The rich are getting richer and the poor are getting poorer. And the art market likes it that way, according to Federal Reserve Bank economist Benjamin Mandel.
Mandel recently spoke with German newspaper Die Ziet about the peculiar beast that is the art economy, existing almost fully removed from the reality most of us experience from day to day. While the ranks of America's poor are stuck at record levels, the prices for famed works of art have skyrocketed, breaking records left and right. From Edvard Munch's $120 million "Scream" to Mark Rothko's $86 million "Orange, Red, Yellow," the price limits of these physical objects has gone so high, tracking them has become a spectacle in itself. (Yes, we did live blog the scream auction.)
How is this possible?
While most economies fluctuate in proportion to the economy at large, the art economy fluctuates parallel to the pockets of the super rich -- aka the 0.1%.According to Mandel, the art market thrives "not when only the poor are getting poorer, it must also be the richest get even richer."

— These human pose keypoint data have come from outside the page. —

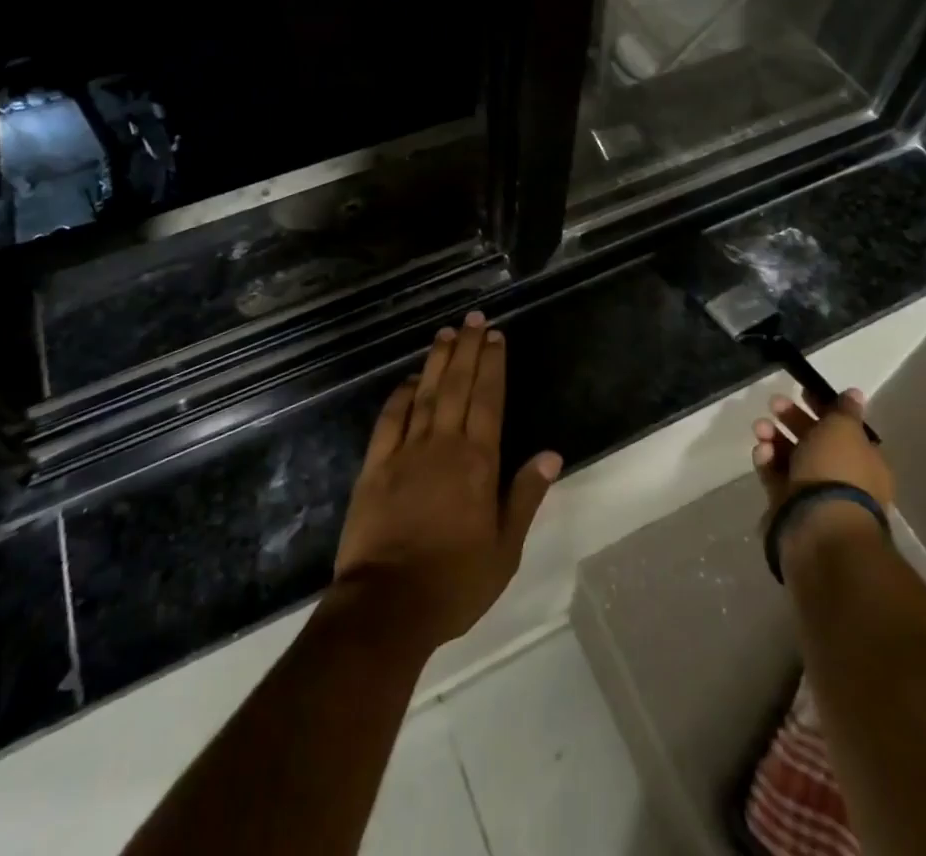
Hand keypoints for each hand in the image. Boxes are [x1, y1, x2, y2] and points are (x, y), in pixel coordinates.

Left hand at [331, 311, 562, 652]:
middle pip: (457, 386)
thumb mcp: (505, 549)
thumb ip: (525, 496)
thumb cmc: (454, 582)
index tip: (495, 337)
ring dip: (436, 362)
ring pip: (424, 394)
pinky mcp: (375, 467)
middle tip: (472, 319)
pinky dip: (399, 396)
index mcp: (478, 463)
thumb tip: (550, 454)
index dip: (492, 365)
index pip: (488, 400)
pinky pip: (389, 420)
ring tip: (445, 334)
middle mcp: (443, 446)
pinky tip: (407, 380)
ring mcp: (405, 452)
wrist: (387, 606)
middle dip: (467, 350)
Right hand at [753, 386, 893, 532]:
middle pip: (814, 441)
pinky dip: (767, 462)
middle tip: (773, 403)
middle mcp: (842, 478)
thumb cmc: (837, 472)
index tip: (801, 391)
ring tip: (760, 428)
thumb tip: (855, 393)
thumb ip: (844, 410)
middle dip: (792, 419)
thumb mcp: (843, 430)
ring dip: (774, 438)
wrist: (819, 528)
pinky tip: (761, 452)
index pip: (843, 428)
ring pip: (791, 457)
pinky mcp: (789, 507)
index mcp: (864, 460)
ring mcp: (815, 495)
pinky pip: (776, 478)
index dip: (823, 407)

Since the majority of society's wealth rests in the hands of the upper ranks, the same goes for art. Extremely expensive paintings are among the few seen as a safe investment, with little money pouring into art at middle or lower price points. It could be a matter of purchasing "perceived quality", ensuring a good investment or simply being a showoff, but art consumption at this level has a lot to do with economic safety and little to do with that naive notion of loving art.